When pesticides and DDT were good for you (although DDT is making a comeback - YEA!) ;

No one gave a rat's patoot about trans fats and we could eat whatever we wanted in whatever quantities we wanted;

When cigarette filters were made with asbestos (Kent micronite filter amongst others).

Ahh, those were the days - before the need foe SPF 45 sunblock.

Shel


----------



## allie (Jul 21, 2006)

When gas was under a dollar a gallon (I don't remember it being less than fifty cents!)

When wearing seatbelts was a choice and two adults and two kids could ride in the front of a pickup truck to go camping or fishing.

80s music


----------



## free rider (May 23, 2006)

My grandmother's vegetable soup.


----------



## foodnfoto (Jan 1, 2001)

I miss being able to buy bulk fresh alfalfa, clover and mung sprouts in the grocery store. (Can anyone explain why they are no longer available?)

Ella Fitzgerald, Miles Davis and real record stores

Drinking fountains with cold water (BTW-anyone notice that bottled water is more expensive than gas?)


----------



## free rider (May 23, 2006)

That's not true.
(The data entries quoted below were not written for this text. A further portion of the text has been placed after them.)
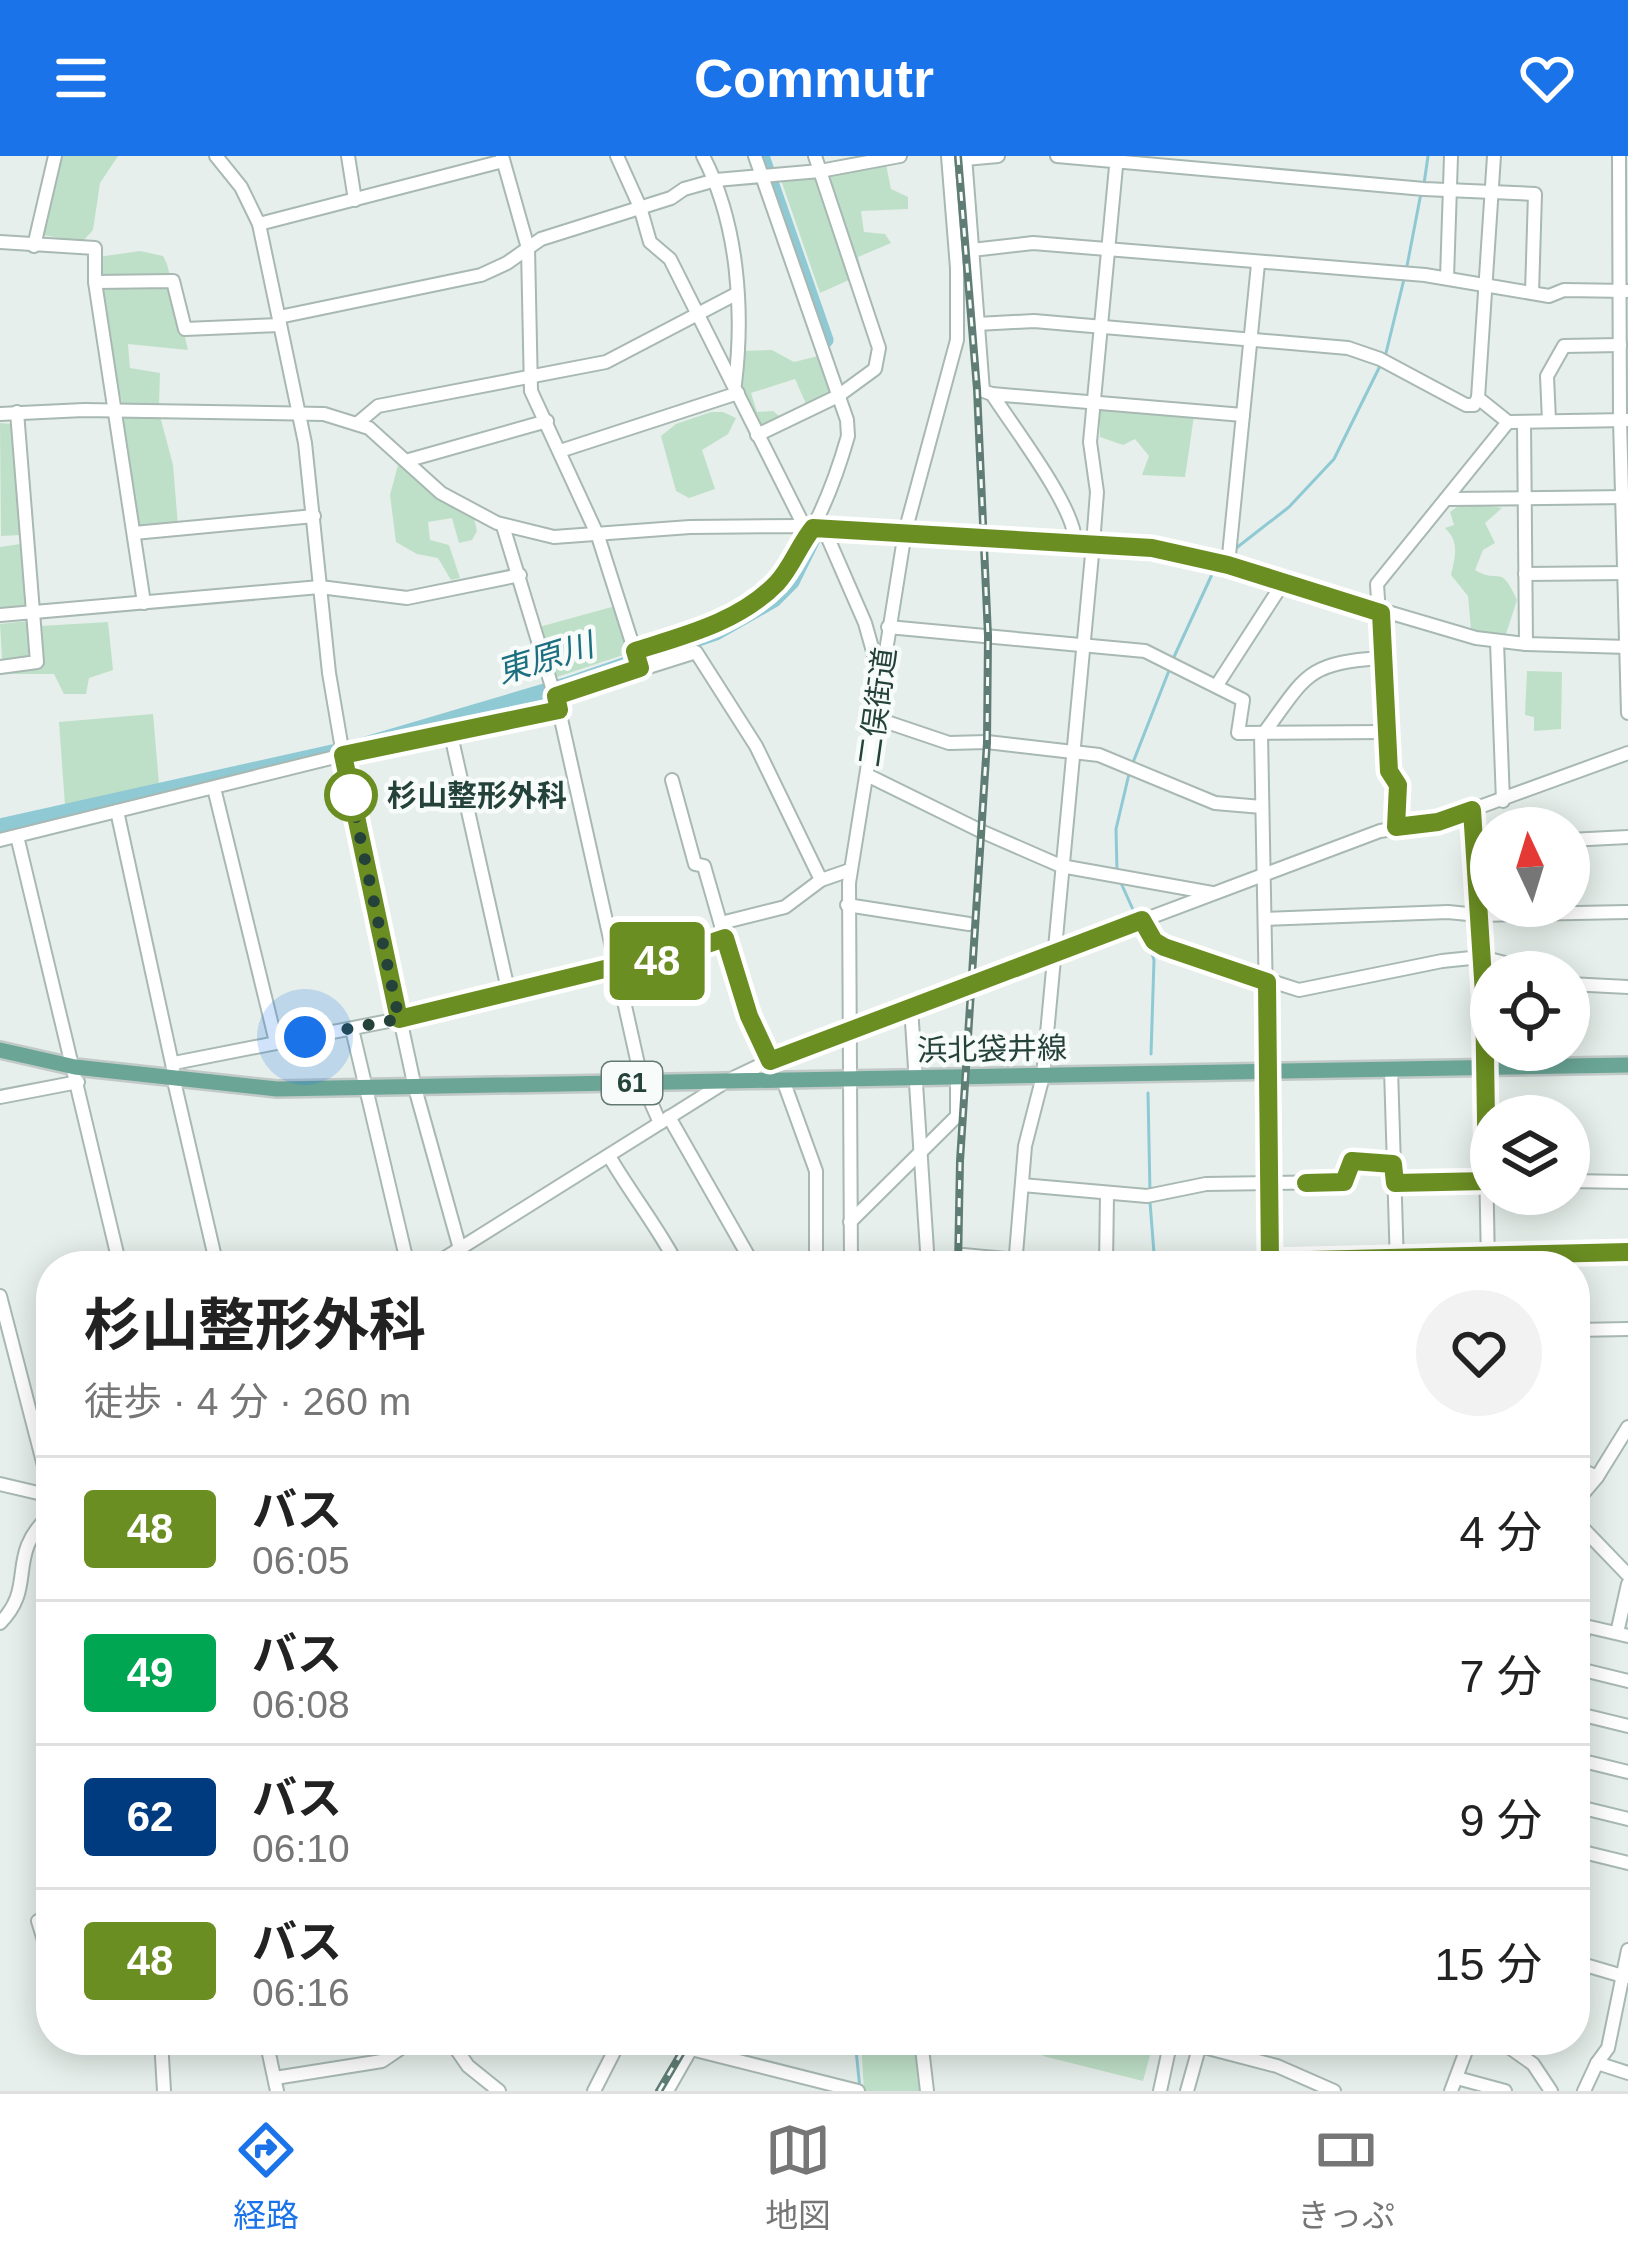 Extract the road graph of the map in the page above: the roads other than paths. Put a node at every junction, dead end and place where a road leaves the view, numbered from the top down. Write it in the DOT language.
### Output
graph roads {
  1 [pos="55,156"];
  2 [pos="217,156"];
  3 [pos="348,156"];
  4 [pos="616,156"];
  5 [pos="703,156"];
  6 [pos="754,156"];
  7 [pos="815,156"];
  8 [pos="899,156"];
  9 [pos="948,156"];
  10 [pos="998,156"];
  11 [pos="1057,156"];
  12 [pos="1451,156"];
  13 [pos="1494,156"];
  14 [pos="1618,156"];
  15 [pos="965,158"];
  16 [pos="502,159"];
  17 [pos="1117,159"];
  18 [pos="820,171"];
  19 [pos="766,175"];
  20 [pos="716,180"];
  21 [pos="1450,190"];
  22 [pos="1491,192"];
  23 [pos="355,200"];
  24 [pos="640,207"];
  25 [pos="259,224"];
  26 [pos="0,242"];
  27 [pos="34,246"];
  28 [pos="528,248"];
  29 [pos="972,250"];
  30 [pos="1108,250"];
  31 [pos="1258,263"];
  32 [pos="1447,278"];
  33 [pos="95,282"];
  34 [pos="1488,286"];
  35 [pos="1624,291"];
  36 [pos="1532,293"];
  37 [pos="736,294"];
  38 [pos="696,314"];
  39 [pos="280,321"];
  40 [pos="977,324"];
  41 [pos="1102,327"];
  42 [pos="1250,339"];
  43 [pos="1620,345"];
  44 [pos="532,377"];
  45 [pos="736,389"];
  46 [pos="842,394"];
  47 [pos="992,394"];
  48 [pos="1478,398"];
  49 [pos="1094,403"];
  50 [pos="116,410"];
  51 [pos="17,412"];
  52 [pos="299,413"];
  53 [pos="0,414"];
  54 [pos="1243,415"];
  55 [pos="1624,420"];
  56 [pos="547,421"];
  57 [pos="1549,421"];
  58 [pos="359,422"];
  59 [pos="1508,422"];
  60 [pos="1524,422"];
  61 [pos="757,435"];
  62 [pos="560,451"];
  63 [pos="409,460"];
  64 [pos="1625,497"];
  65 [pos="1525,498"];
  66 [pos="1449,499"];
  67 [pos="314,516"];
  68 [pos="503,526"];
  69 [pos="816,528"];
  70 [pos="905,532"];
  71 [pos="134,533"];
  72 [pos="598,536"];
  73 [pos="1075,542"];
  74 [pos="1094,544"];
  75 [pos="1228,565"];
  76 [pos="1626,573"];
  77 [pos="1525,574"];
  78 [pos="520,575"];
  79 [pos="1283,583"];
  80 [pos="320,587"];
  81 [pos="144,603"];
  82 [pos="34,613"];
  83 [pos="1381,613"];
  84 [pos="0,616"];
  85 [pos="888,627"];
  86 [pos="1497,642"];
  87 [pos="1082,644"];
  88 [pos="1526,644"];
  89 [pos="1627,647"];
  90 [pos="635,651"];
  91 [pos="1381,658"];
  92 [pos="0,667"];
  93 [pos="640,668"];
  94 [pos="880,676"];
  95 [pos="1217,685"];
  96 [pos="556,696"];
  97 [pos="1628,712"];
  98 [pos="875,718"];
  99 [pos="1387,732"];
  100 [pos="1263,734"];
  101 [pos="451,735"];
  102 [pos="342,748"];
  103 [pos="1072,751"];
  104 [pos="1628,753"];
  105 [pos="867,775"];
  106 [pos="672,780"];
  107 [pos="214,788"];
  108 [pos="1503,801"];
  109 [pos="1262,807"];
  110 [pos="1482,807"];
  111 [pos="117,811"];
  112 [pos="1470,811"];
  113 [pos="1396,827"];
  114 [pos="17,836"];
  115 [pos="1628,837"];
  116 [pos="0,839"];
  117 [pos="1590,839"];
  118 [pos="1061,866"];
  119 [pos="850,871"];
  120 [pos="1265,874"];
  121 [pos="821,880"];
  122 [pos="1213,893"];
  123 [pos="847,904"];
  124 [pos="1628,912"];
  125 [pos="1590,913"];
  126 [pos="1470,914"];
  127 [pos="1142,920"];
  128 [pos="1265,920"];
  129 [pos="721,923"];
  130 [pos="969,924"];
  131 [pos="725,938"];
  132 [pos="1053,954"];
  133 [pos="1470,959"];
  134 [pos="618,970"];
  135 [pos="1267,982"];
  136 [pos="1590,985"];
  137 [pos="1628,987"];
  138 [pos="509,994"];
  139 [pos="911,1007"];
  140 [pos="399,1019"];
  141 [pos="352,1029"];
  142 [pos="848,1031"];
  143 [pos="276,1042"];
  144 [pos="0,1050"];
  145 [pos="770,1061"];
  146 [pos="1628,1065"];
  147 [pos="1590,1066"];
  148 [pos="1470,1068"];
  149 [pos="1391,1069"];
  150 [pos="1266,1071"];
  151 [pos="76,1074"];
  152 [pos="172,1075"];
  153 [pos="1042,1076"];
  154 [pos="914,1077"];
  155 [pos="957,1077"];
  156 [pos="783,1080"];
  157 [pos="848,1080"];
  158 [pos="727,1081"];
  159 [pos="642,1082"];
  160 [pos="415,1088"];
  161 [pos="365,1089"];
  162 [pos="0,1097"];
  163 [pos="664,1120"];
  164 [pos="921,1154"];
  165 [pos="609,1156"];
  166 [pos="1393,1164"];
  167 [pos="1470,1181"];
  168 [pos="1590,1181"];
  169 [pos="1628,1181"];
  170 [pos="1395,1183"];
  171 [pos="1269,1184"];
  172 [pos="1022,1186"];
  173 [pos="1107,1193"];
  174 [pos="1489,1215"];
  175 [pos="850,1222"];
  176 [pos="460,1249"];
  177 [pos="117,1251"];
  178 [pos="213,1251"];
  179 [pos="404,1251"];
  180 [pos="457,1251"];
  181 [pos="670,1251"];
  182 [pos="745,1251"];
  183 [pos="816,1251"];
  184 [pos="851,1251"];
  185 [pos="927,1251"];
  186 [pos="1016,1251"];
  187 [pos="1106,1251"];
  188 [pos="1271,1251"];
  189 [pos="1397,1251"];
  190 [pos="1488,1251"];
  191 [pos="1628,1252"];
  192 [pos="1590,1254"];
  193 [pos="0,1296"];
  194 [pos="1628,1329"];
  195 [pos="1590,1330"];
  196 [pos="1628,1426"];
  197 [pos="36,1436"];
  198 [pos="1590,1474"];
  199 [pos="1597,1477"];
  200 [pos="0,1484"];
  201 [pos="1590,1485"];
  202 [pos="36,1491"];
  203 [pos="36,1526"];
  204 [pos="1590,1537"];
  205 [pos="1628,1579"];
  206 [pos="0,1623"];
  207 [pos="1590,1627"];
  208 [pos="1622,1635"];
  209 [pos="1590,1670"];
  210 [pos="1628,1681"];
  211 [pos="1590,1717"];
  212 [pos="1628,1726"];
  213 [pos="1590,1763"];
  214 [pos="1628,1772"];
  215 [pos="1590,1810"];
  216 [pos="1628,1819"];
  217 [pos="1590,1854"];
  218 [pos="1628,1863"];
  219 [pos="1628,1950"];
  220 [pos="1590,1966"];
  221 [pos="1625,1977"];
  222 [pos="162,2055"];
  223 [pos="391,2055"];
  224 [pos="461,2055"];
  225 [pos="612,2055"];
  226 [pos="688,2055"];
  227 [pos="730,2055"];
  228 [pos="923,2055"];
  229 [pos="1168,2055"];
  230 [pos="1197,2055"];
  231 [pos="1240,2055"];
  232 [pos="1465,2055"];
  233 [pos="1520,2055"];
  234 [pos="1597,2063"];
  235 [pos="1628,2073"];
  236 [pos="276,2084"];
  237 [pos="1454,2085"];
  238 [pos="1544,2090"];
  239 [pos="164,2091"];
  240 [pos="499,2091"];
  241 [pos="594,2091"];
  242 [pos="668,2091"];
  243 [pos="858,2091"];
  244 [pos="927,2091"];
  245 [pos="1162,2091"];
  246 [pos="1187,2091"];
  247 [pos="1334,2091"];
  248 [pos="1505,2091"];
  249 [pos="1584,2091"];
  1 -- 27 [label="street"];
  2 -- 25 [label="street"];
  3 -- 23 [label="street"];
  4 -- 24 [label="street"];
  5 -- 20 [label="street"];
  6 -- 19 [label="street"];
  7 -- 18 [label="street"];
  8 -- 18 [label="street"];
  9 -- 70 [label="street, 二俣街道"];
  10 -- 15 [label="street"];
  11 -- 17 [label="street"];
  12 -- 21 [label="street"];
  13 -- 22 [label="street"];
  14 -- 35 [label="street"];
  15 -- 29 [label="street"];
  16 -- 23 [label="street"];
  16 -- 28 [label="street"];
  17 -- 21 [label="street"];
  17 -- 30 [label="street"];
  18 -- 19 [label="street"];
  18 -- 46 [label="street"];
  19 -- 20 [label="street"];
  19 -- 46 [label="street"];
  20 -- 24 [label="street"];
  20 -- 37 [label="street"];
  21 -- 22 [label="street"];
  21 -- 32 [label="street"];
  22 -- 34 [label="street"];
  22 -- 36 [label="street"];
  23 -- 25 [label="street"];
  24 -- 28 [label="street"];
  24 -- 38 [label="street"];
  25 -- 39 [label="street"];
  26 -- 27 [label="street"];
  27 -- 33 [label="street"];
  28 -- 39 [label="street"];
  28 -- 44 [label="street"];
  29 -- 30 [label="street"];
  29 -- 40 [label="street"];
  30 -- 31 [label="street"];
  30 -- 41 [label="street"];
  31 -- 32 [label="street"];
  31 -- 42 [label="street"];
  32 -- 34 [label="street"];
  33 -- 39 [label="street"];
  33 -- 50 [label="street"];
  34 -- 36 [label="street"];
  34 -- 48 [label="street"];
  35 -- 36 [label="street"];
  35 -- 43 [label="street"];
  37 -- 38 [label="street"];
  37 -- 45 [label="street"];
  38 -- 44 [label="street"];
  38 -- 45 [label="street"];
  39 -- 52 [label="street"];
  40 -- 41 [label="street"];
  40 -- 47 [label="street"];
  41 -- 42 [label="street"];
  41 -- 49 [label="street"];
  42 -- 48 [label="street"];
  42 -- 54 [label="street"];
  43 -- 55 [label="street"];
  43 -- 57 [label="street"];
  44 -- 56 [label="street"];
  44 -- 58 [label="street"];
  45 -- 61 [label="street"];
  45 -- 62 [label="street"];
  46 -- 61 [label="street"];
  46 -- 69 [label="street"];
  47 -- 49 [label="street"];
  47 -- 73 [label="street"];
  48 -- 59 [label="street"];
  49 -- 54 [label="street"];
  49 -- 74 [label="street"];
  50 -- 51 [label="street"];
  50 -- 52 [label="street"];
  50 -- 71 [label="street"];
  51 -- 53 [label="street"];
  51 -- 82 [label="street"];
  52 -- 58 [label="street"];
  52 -- 67 [label="street"];
  54 -- 75 [label="street"];
  55 -- 57 [label="street"];
  55 -- 64 [label="street"];
  56 -- 62 [label="street"];
  56 -- 63 [label="street"];
  57 -- 60 [label="street"];
  58 -- 63 [label="street"];
  59 -- 60 [label="street"];
  59 -- 66 [label="street"];
  60 -- 65 [label="street"];
  61 -- 69 [label="street"];
  62 -- 72 [label="street"];
  63 -- 68 [label="street"];
  64 -- 65 [label="street"];
  64 -- 76 [label="street"];
  65 -- 66 [label="street"];
  65 -- 77 [label="street"];
  66 -- 83 [label="street"];
  67 -- 71 [label="street"];
  67 -- 80 [label="street"];
  68 -- 72 [label="street"];
  68 -- 78 [label="street"];
  69 -- 70 [label="street"];
  69 -- 72 [label="street"];
  69 -- 90 [label="street"];
  69 -- 94 [label="street"];
  70 -- 73 [label="street"];
  70 -- 85 [label="street, 二俣街道"];
  71 -- 81 [label="street"];
  72 -- 90 [label="street"];
  73 -- 74 [label="street"];
  74 -- 75 [label="street"];
  74 -- 87 [label="street"];
  75 -- 79 [label="street"];
  76 -- 77 [label="street"];
  76 -- 89 [label="street"];
  77 -- 88 [label="street"];
  78 -- 80 [label="street"];
  78 -- 96 [label="street"];
  79 -- 83 [label="street"];
  79 -- 95 [label="street"];
  80 -- 81 [label="street"];
  80 -- 102 [label="street"];
  81 -- 82 [label="street"];
  82 -- 84 [label="street"];
  82 -- 92 [label="street"];
  83 -- 86 [label="street"];
  83 -- 91 [label="street"];
  85 -- 87 [label="street"];
  85 -- 94 [label="street, 二俣街道"];
  86 -- 88 [label="street"];
  86 -- 108 [label="street"];
  87 -- 95 [label="street"];
  87 -- 103 [label="street"];
  88 -- 89 [label="street"];
  89 -- 97 [label="street"];
  90 -- 93 [label="street"];
  91 -- 99 [label="street"];
  91 -- 100 [label="street"];
  93 -- 96 [label="street"];
  93 -- 121 [label="street"];
  94 -- 98 [label="street, 二俣街道"];
  95 -- 100 [label="street"];
  96 -- 101 [label="street"];
  96 -- 134 [label="street"];
  98 -- 103 [label="street"];
  98 -- 105 [label="street, 二俣街道"];
  99 -- 100 [label="street"];
  99 -- 113 [label="street"];
  100 -- 109 [label="street"];
  101 -- 102 [label="street"];
  101 -- 138 [label="street"];
  102 -- 107 [label="street"];
  102 -- 140 [label="street"];
  103 -- 109 [label="street"];
  103 -- 118 [label="street"];
  104 -- 108 [label="street"];
  105 -- 118 [label="street"];
  105 -- 119 [label="street, 二俣街道"];
  106 -- 129 [label="street"];
  107 -- 111 [label="street"];
  107 -- 143 [label="street"];
  108 -- 110 [label="street"];
  109 -- 120 [label="street"];
  111 -- 114 [label="street"];
  111 -- 152 [label="street"];
  112 -- 113 [label="street"];
  113 -- 120 [label="street"];
  114 -- 116 [label="street"];
  114 -- 151 [label="street"];
  115 -- 117 [label="street"];
  118 -- 122 [label="street"];
  118 -- 132 [label="street"];
  119 -- 121 [label="street"];
  119 -- 123 [label="street, 二俣街道"];
  120 -- 122 [label="street"];
  120 -- 128 [label="street"];
  121 -- 129 [label="street"];
  122 -- 127 [label="street"];
  123 -- 130 [label="street"];
  123 -- 142 [label="street, 二俣街道"];
  124 -- 125 [label="street"];
  126 -- 128 [label="street"];
  127 -- 132 [label="street"];
  127 -- 135 [label="street"];
  128 -- 135 [label="street"];
  129 -- 131 [label="street"];
  131 -- 134 [label="street"];
  131 -- 145 [label="street"];
  132 -- 139 [label="street"];
  132 -- 153 [label="street"];
  133 -- 135 [label="street"];
  134 -- 138 [label="street"];
  134 -- 159 [label="street"];
  135 -- 150 [label="street"];
  136 -- 137 [label="street"];
  138 -- 140 [label="street"];
  139 -- 142 [label="street"];
  139 -- 154 [label="street"];
  140 -- 141 [label="street"];
  140 -- 160 [label="street"];
  141 -- 143 [label="street"];
  141 -- 161 [label="street"];
  142 -- 145 [label="street"];
  142 -- 157 [label="street, 二俣街道"];
  143 -- 152 [label="street"];
  144 -- 151 [label="main road, 浜北袋井線 / 61"];
  145 -- 158 [label="street"];
  146 -- 147 [label="main road, 浜北袋井線 / 61"];
  148 -- 149 [label="main road, 浜北袋井線 / 61"];
  149 -- 150 [label="main road, 浜北袋井線 / 61"];
  149 -- 166 [label="street"];
  150 -- 153 [label="main road, 浜北袋井線 / 61"];
  150 -- 171 [label="street"];
  151 -- 152 [label="main road, 浜北袋井線 / 61"];
  151 -- 162 [label="street"];
  151 -- 177 [label="street"];
  152 -- 161 [label="main road, 浜北袋井線 / 61"];
  152 -- 178 [label="street"];
  153 -- 155 [label="main road, 浜北袋井線 / 61"];
  153 -- 172 [label="street"];
  154 -- 155 [label="main road, 浜北袋井線 / 61"];
  154 -- 157 [label="main road, 浜北袋井線 / 61"];
  154 -- 164 [label="street"];
  155 -- 164 [label="street"];
  156 -- 157 [label="main road, 浜北袋井線 / 61"];
  156 -- 158 [label="main road, 浜北袋井線 / 61"];
  156 -- 183 [label="street"];
  157 -- 175 [label="street, 二俣街道"];
  158 -- 159 [label="main road, 浜北袋井線 / 61"];
  158 -- 163 [label="street"];
  159 -- 160 [label="main road, 浜北袋井線 / 61"];
  159 -- 163 [label="street"];
  160 -- 161 [label="main road, 浜北袋井線 / 61"];
  160 -- 176 [label="street"];
  161 -- 179 [label="street"];
  163 -- 165 [label="street"];
  163 -- 182 [label="street"];
  164 -- 175 [label="street"];
  164 -- 185 [label="street"];
  165 -- 176 [label="street"];
  165 -- 181 [label="street"];
  166 -- 170 [label="street"];
  166 -- 171 [label="street"];
  167 -- 170 [label="street"];
  168 -- 169 [label="street"];
  170 -- 189 [label="street"];
  171 -- 173 [label="street"];
  171 -- 188 [label="street"];
  172 -- 173 [label="street"];
  172 -- 186 [label="street"];
  173 -- 187 [label="street"];
  174 -- 190 [label="street"];
  175 -- 184 [label="street, 二俣街道"];
  176 -- 180 [label="street"];
  191 -- 192 [label="street"];
  193 -- 197 [label="street"];
  194 -- 195 [label="street"];
  196 -- 199 [label="street"];
  198 -- 199 [label="street"];
  199 -- 201 [label="street"];
  200 -- 202 [label="street"];
  203 -- 206 [label="street"];
  204 -- 205 [label="street"];
  205 -- 208 [label="street"];
  207 -- 208 [label="street"];
  209 -- 210 [label="street"];
  211 -- 212 [label="street"];
  213 -- 214 [label="street"];
  215 -- 216 [label="street"];
  217 -- 218 [label="street"];
  219 -- 221 [label="street"];
  220 -- 221 [label="street"];
  221 -- 234 [label="street"];
  222 -- 239 [label="street"];
  223 -- 236 [label="street"];
  224 -- 240 [label="street"];
  225 -- 241 [label="street"];
  226 -- 242 [label="street"];
  227 -- 243 [label="street"];
  228 -- 244 [label="street"];
  229 -- 245 [label="street"];
  230 -- 246 [label="street"];
  231 -- 247 [label="street"];
  232 -- 237 [label="street"];
  233 -- 238 [label="street"];
  234 -- 235 [label="street"];
  234 -- 249 [label="street"];
  237 -- 248 [label="street"];
}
Okay, I miss the days when bottled water was more expensive than gas.


----------



## shel (Dec 20, 2006)

They're in plentiful supply here ...

Shel


----------



## foodnfoto (Jan 1, 2001)

San Francisco, of course. Here in NY they only come in those nasty little plastic boxes and are usually slimey in the middle.


----------



## frayedknot (Dec 17, 2006)

Things I miss: 

My 8 track adapter for my am radio that had a fm adapter:crazy:
Television shows with a real large cast of actors, ie: Wizard of Oz, Ten Commandments great westerns.
My gas airplane that flew in circles on a couple of strings.
My Gramma (still miss her) pouring fudge on the table and mixing/cooling it with an old timey wooden potato masher...
Her grape jelly (ya know in the jar covered with parafin) from the vine in the back yard
Bannana splits at Woolworths .05 and dime store

MY COLLEGE YEARS...


----------



## deltadoc (Aug 15, 2004)

I miss:

Hunt's Skillet Lasagna Dinners
Gas wars when the price dropped to $0.09/gallon
The Lone Ranger every saturday morning
Captain Midnight Ovaltine Mugs
Betty Boop Cartoons
Flash Gordon
Tom Swift Jr.
Tom Terrific and The Mighty Wonder Dog Manfred
McDonald's $0.15 hamburgers circa early 1960's
Sandy's $0.15 hamburgers circa late 1960's
The unforgettable 1960's and very early 1970's
Janis Joplin
Jimi Hendrix
Yes
Flower Children
Haight-Ashbury before "If you're going to San Francisco"

doc


----------



## nicko (Oct 5, 2001)

Wow so I think at this point I should of titled this thread "Show your age" instead of Things I miss.


----------



## nentony (May 7, 2005)

Lum's
Black music from the 60's & 70's
The ACL in my left knee

Tony


----------



## mezzaluna (Aug 29, 2000)

Nicko, you're correct! 

DeltaDoc, how about the Cisco Kid and Pancho?
I miss...

My grandmother showing me how to make ______ (challah, knishes, etc.)
Gas at $.19 per gallon, just like Shel (we must be of an age)
Fresh, whole frying chickens at $.29 per pound; chuck steak at $.59 per pound on sale; $.10 loaves of squishy bread for school lunches
Speaking of lunches, metal lunch boxes with glass-insert thermoses: the boxes always rusted and no glass insert made it past 3 months of use
Listening to my brother (then a DJ) on the local AM rock station (he's now an oncologist)
Waiting for anyone at that station to play J. Frank Wilson's "Last Kiss" one more time
Watching Gunsmoke on Saturday night while eating TV dinners, while my parents went out on a "date"


----------



## mezzaluna (Aug 29, 2000)

Duplicate post- the board is SLOW at the moment


----------



## deltadoc (Aug 15, 2004)

Hey Pancho! Hey Cisco! Sorry Mezz, never could stand them, never much cared for Roy Rogers and Dale Evans ending every show with "Happy Trails".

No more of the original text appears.